Timipre Sylva, minister of state for petroleum and head of the Nigerian delegation, said, “President Buhari is quite committed to actualisation of this project and has mandated the Ministry of Petroleum Resources and all its agencies, notably the NNPC, DPR, NCDMB and all other government agencies to give maximum support.”

Chairman/CEO of OCP, Terrab said, “Ultimately, these agreements will strengthen the partnership between the NSIA and OCP Group and the different institutions in the gas industry in Nigeria.”

According to Terrab, the agreements will translate to knowledge transfer and broader economic opportunities as we build out the industrial platform, saying, “The platform will leverage the best of Nigerian and Moroccan natural resources, namely the Nigerian gas and the Moroccan phosphate and create a new basis for stronger ties.”

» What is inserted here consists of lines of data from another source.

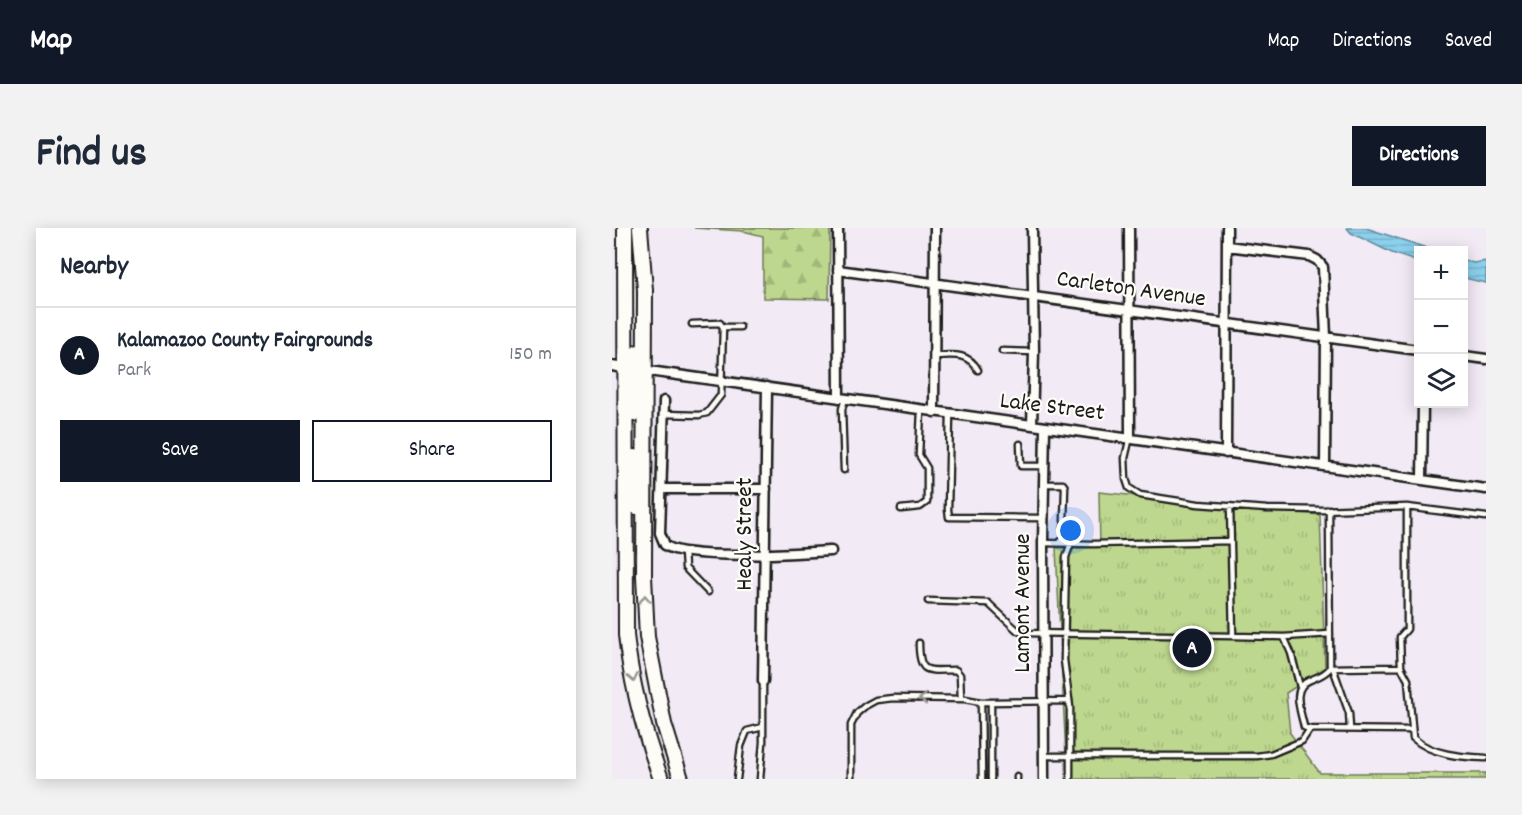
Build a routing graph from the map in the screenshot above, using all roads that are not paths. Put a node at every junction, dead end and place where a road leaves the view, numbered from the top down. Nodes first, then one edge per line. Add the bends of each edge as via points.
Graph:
1 (625, 228) edge
2 (640, 228) edge
3 (838, 228) edge
4 (934, 228) edge
5 (1032, 228) edge
6 (1129, 228) edge
7 (1227, 228) edge
8 (1227, 246) junction
9 (838, 270) junction
10 (935, 283) junction
11 (1032, 296) junction
12 (1129, 311) junction
13 (1227, 323) junction
14 (692, 324) dead end
15 (723, 327) junction
16 (740, 327) dead end
17 (1326, 337) junction
18 (1414, 349) edge
19 (1002, 351) dead end
20 (1034, 352) junction
21 (934, 356) junction
22 (1468, 357) edge
23 (1486, 359) edge
24 (630, 369) edge
25 (978, 370) dead end
26 (720, 381) junction
27 (767, 387) junction
28 (842, 399) junction
29 (664, 401) dead end
30 (1423, 408) edge
31 (921, 410) junction
32 (934, 412) junction
33 (663, 414) junction
34 (950, 414) junction
35 (1032, 425) junction
36 (1045, 427) junction
37 (1130, 438) junction
38 (1020, 444) dead end
39 (1226, 453) junction
40 (1045, 466) junction
41 (1325, 466) junction
42 (844, 470) dead end
43 (1422, 480) junction
44 (1044, 484) junction
45 (662, 489) junction
46 (766, 489) junction
47 (1486, 489) edge
48 (1230, 506) junction
49 (1407, 507) junction
50 (901, 509) dead end
51 (1329, 509) junction
52 (1486, 517) edge
53 (1044, 518) junction
54 (1230, 541) junction
55 (1058, 542) junction
56 (1043, 543) junction
57 (1071, 543) junction
58 (831, 551) dead end
59 (684, 552) junction
60 (766, 554) junction
61 (708, 592) dead end
62 (927, 601) dead end
63 (1330, 634) junction
64 (1044, 635) junction
65 (1064, 635) junction
66 (1233, 636) junction
67 (1284, 637) junction
68 (920, 643) dead end
69 (1401, 667) junction
70 (1332, 668) junction
71 (763, 681) joint
72 (1300, 687) junction
73 (961, 699) junction
74 (1044, 701) junction
75 (1069, 701) junction
76 (981, 702) junction
77 (991, 702) junction
78 (763, 727) junction
79 (1310, 729) junction
80 (1350, 729) junction
81 (1412, 730) junction
82 (1044, 756) junction
83 (1070, 756) junction
84 (1486, 758) edge
85 (661, 779) edge
86 (681, 779) edge
87 (737, 779) edge
88 (759, 779) edge
89 (851, 779) edge
90 (982, 779) edge
91 (992, 779) edge
92 (1044, 779) edge
93 (1070, 779) edge

1 - 24 highway
2 - 24 highway via 645,290
3 - 9 street
4 - 10 street
5 - 11 street
6 - 12 street
7 - 8 street
8 - 13 street
8 - 17 street via 1317,260 1323,267
9 - 10 street, Carleton Avenue
9 - 28 street
10 - 11 street, Carleton Avenue
10 - 21 street
11 - 12 street, Carleton Avenue
11 - 20 street
12 - 13 street, Carleton Avenue
12 - 37 street
13 - 17 street, Carleton Avenue
13 - 39 street
14 - 15 lane via 720,323
15 - 16 lane
15 - 26 lane
17 - 18 street, Carleton Avenue
17 - 41 street
19 - 20 lane
20 - 35 street
21 - 25 lane via 965,356
21 - 32 street
22 - 23 street
24 - 26 street, Lake Street
24 -> 85 highway via 626,634 640,712
86 -> 24 highway via 651,664
26 - 27 street, Lake Street
26 - 33 lane via 721,394 707,413
27 - 28 street, Lake Street
27 - 46 street, Healy Street
28 - 31 street, Lake Street
28 - 42 lane
29 - 33 street
30 - 43 street
31 - 32 street, Lake Street
31 - 50 lane via 919,454 927,468 927,501 920,507
32 - 34 street, Lake Street
33 - 45 street
34 - 35 street, Lake Street
34 - 53 lane via 949,517
35 - 36 street, Lake Street
36 - 37 street, Lake Street
36 - 40 street, Lamont Avenue
37 - 39 street, Lake Street
37 - 48 lane via 1124,469 1129,488 1140,495
38 - 40 lane via 1021,466
39 - 41 street, Lake Street
40 - 44 street, Lamont Avenue
41 - 43 street, Lake Street
43 - 47 street, Lake Street
44 - 53 street, Lamont Avenue
44 - 55 lane via 1065,487 1064,540
45 - 46 street
45 - 59 street via 662,542
46 - 60 street, Healy Street
48 - 51 lane
48 - 54 lane
49 - 51 lane
49 - 52 lane
49 - 69 lane via 1407,629 1400,637
51 - 63 lane
53 - 56 street, Lamont Avenue
54 - 57 lane
54 - 66 lane
55 - 56 lane
55 - 57 lane
56 - 64 street, Lamont Avenue
57 - 65 lane via 1066,557
58 - 60 street
59 - 60 street
59 - 61 lane via 685,568
60 - 71 street, Healy Street
62 - 64 lane via 988,603 1018,631
63 - 67 lane
63 - 70 lane
64 - 65 lane
64 - 74 street, Lamont Avenue
65 - 66 lane
65 - 75 lane
66 - 67 lane
67 - 72 lane
68 - 73 lane via 923,666 956,670 960,675
69 - 70 lane
69 - 81 lane via 1408,680
70 - 72 lane
70 - 80 lane via 1349,713
71 - 78 lane
72 - 79 lane via 1304,727
73 - 76 lane
73 -> 89 lane via 893,698 865,706 851,725
74 - 75 lane
74 - 77 lane
74 - 82 street, Lamont Avenue
75 - 83 lane
76 - 77 lane
76 - 90 lane
77 - 91 lane
78 - 87 lane via 747,732
78 - 88 lane
79 - 80 lane
79 - 83 lane via 1302,741 1257,756
80 - 81 lane
81 - 84 lane via 1419,743 1457,756
82 - 83 lane
82 - 92 street, Lamont Avenue
83 - 93 lane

Mele Kyari, GMD, NNPC, assured that the NNPC and all its subsidiaries were committed to the project, noting of NNPC’s plan to take equity stakes in the joint venture company and would ensure sufficient gas was available for the project to succeed.

Governor Emmanuel Udom of Akwa Ibom State also assured the parties that his state was committed to ensuring the PMI project was a resounding success, stating, “Our state is receptive to investments and we are prepared to offer the necessary support to make the project a reality.

“With a site that is suitably located to enable operational logistics and an abundance of gas resources, all that is left is for the parties to accelerate the project development process.”